--- Required work ---
Check every line below for the word "true" and copy the ones that have it.

Data extracted from a collection
..............................
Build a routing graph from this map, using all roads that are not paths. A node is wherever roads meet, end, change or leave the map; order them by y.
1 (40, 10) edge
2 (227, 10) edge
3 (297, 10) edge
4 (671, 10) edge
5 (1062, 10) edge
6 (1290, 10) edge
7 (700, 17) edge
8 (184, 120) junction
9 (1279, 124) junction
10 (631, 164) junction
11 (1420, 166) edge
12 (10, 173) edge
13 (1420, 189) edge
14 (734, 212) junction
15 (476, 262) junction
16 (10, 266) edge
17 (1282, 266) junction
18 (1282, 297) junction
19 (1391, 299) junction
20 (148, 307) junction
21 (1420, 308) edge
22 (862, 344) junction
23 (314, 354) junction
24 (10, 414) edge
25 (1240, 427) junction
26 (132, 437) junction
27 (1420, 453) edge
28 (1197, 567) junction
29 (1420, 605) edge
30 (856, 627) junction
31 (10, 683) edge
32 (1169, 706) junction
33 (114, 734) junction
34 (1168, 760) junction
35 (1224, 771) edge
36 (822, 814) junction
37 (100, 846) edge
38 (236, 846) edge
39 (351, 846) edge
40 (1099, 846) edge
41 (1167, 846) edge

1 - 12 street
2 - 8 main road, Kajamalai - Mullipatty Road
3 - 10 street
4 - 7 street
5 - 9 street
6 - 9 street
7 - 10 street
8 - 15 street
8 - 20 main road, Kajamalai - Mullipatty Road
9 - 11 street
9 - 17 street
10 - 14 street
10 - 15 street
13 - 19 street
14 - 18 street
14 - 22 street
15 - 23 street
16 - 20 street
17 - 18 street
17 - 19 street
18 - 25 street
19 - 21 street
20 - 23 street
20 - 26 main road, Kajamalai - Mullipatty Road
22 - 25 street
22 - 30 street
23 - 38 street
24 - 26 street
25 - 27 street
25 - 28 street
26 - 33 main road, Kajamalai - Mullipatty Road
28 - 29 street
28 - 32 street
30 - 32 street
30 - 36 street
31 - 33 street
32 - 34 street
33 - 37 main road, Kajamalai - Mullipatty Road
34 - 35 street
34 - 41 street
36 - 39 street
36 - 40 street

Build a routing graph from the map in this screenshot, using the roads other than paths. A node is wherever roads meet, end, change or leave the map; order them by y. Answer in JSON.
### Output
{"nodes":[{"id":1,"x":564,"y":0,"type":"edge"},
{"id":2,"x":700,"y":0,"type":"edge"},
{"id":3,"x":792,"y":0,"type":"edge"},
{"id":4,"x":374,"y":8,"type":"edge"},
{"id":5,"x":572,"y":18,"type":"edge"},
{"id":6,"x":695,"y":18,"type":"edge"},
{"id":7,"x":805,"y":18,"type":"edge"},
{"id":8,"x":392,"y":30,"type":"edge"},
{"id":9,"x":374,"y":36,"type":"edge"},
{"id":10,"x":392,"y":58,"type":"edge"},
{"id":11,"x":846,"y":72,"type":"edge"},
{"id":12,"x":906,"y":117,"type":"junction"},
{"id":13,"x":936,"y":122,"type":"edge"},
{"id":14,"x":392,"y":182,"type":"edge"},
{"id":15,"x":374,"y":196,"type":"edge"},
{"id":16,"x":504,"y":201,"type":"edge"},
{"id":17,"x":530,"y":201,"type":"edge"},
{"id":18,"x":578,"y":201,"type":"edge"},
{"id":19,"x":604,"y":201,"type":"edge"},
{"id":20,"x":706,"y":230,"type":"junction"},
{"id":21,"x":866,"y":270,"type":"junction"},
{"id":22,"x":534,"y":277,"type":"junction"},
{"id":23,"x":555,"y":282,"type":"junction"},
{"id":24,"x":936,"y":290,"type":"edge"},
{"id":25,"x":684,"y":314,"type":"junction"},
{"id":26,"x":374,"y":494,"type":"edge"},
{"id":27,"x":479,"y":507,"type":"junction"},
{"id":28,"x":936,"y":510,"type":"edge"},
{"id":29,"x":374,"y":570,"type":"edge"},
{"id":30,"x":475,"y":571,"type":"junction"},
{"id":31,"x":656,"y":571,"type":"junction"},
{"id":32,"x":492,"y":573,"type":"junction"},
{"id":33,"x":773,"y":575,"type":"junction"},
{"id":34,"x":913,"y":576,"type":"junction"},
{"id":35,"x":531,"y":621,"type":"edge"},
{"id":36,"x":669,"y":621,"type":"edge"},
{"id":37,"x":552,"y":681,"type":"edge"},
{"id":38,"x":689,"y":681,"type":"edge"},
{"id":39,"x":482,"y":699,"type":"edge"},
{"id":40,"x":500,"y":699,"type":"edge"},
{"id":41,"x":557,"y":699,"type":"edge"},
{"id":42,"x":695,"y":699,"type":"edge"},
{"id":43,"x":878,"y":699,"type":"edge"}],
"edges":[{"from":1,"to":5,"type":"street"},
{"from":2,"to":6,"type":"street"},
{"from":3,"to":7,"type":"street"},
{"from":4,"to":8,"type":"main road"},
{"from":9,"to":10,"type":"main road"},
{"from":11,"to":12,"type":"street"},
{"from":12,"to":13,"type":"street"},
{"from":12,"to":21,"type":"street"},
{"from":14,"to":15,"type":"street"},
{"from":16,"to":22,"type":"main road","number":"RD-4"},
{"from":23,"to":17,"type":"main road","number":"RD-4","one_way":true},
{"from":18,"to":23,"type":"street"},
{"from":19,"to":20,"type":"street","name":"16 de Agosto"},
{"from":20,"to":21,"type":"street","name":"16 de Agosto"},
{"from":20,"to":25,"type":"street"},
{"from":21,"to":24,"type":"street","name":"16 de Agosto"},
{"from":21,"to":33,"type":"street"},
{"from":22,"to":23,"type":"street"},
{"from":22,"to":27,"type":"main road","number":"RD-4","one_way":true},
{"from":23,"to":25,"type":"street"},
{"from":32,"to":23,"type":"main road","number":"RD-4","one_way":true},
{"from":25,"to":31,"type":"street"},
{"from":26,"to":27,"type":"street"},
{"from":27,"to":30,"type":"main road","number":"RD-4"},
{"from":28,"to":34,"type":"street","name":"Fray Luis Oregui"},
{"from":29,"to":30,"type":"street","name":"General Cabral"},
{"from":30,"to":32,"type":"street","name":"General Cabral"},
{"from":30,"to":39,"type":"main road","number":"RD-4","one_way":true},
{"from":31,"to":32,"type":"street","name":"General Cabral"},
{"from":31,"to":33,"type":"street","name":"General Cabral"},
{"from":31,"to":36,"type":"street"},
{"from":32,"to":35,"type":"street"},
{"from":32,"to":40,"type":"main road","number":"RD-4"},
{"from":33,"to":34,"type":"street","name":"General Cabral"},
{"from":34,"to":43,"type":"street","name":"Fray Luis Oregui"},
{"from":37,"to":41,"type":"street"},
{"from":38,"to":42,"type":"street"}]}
..............................
--- Task response ---
{"from":23,"to":17,"type":"main road","number":"RD-4","one_way":true},
{"from":22,"to":27,"type":"main road","number":"RD-4","one_way":true},
{"from":32,"to":23,"type":"main road","number":"RD-4","one_way":true},
{"from":30,"to":39,"type":"main road","number":"RD-4","one_way":true},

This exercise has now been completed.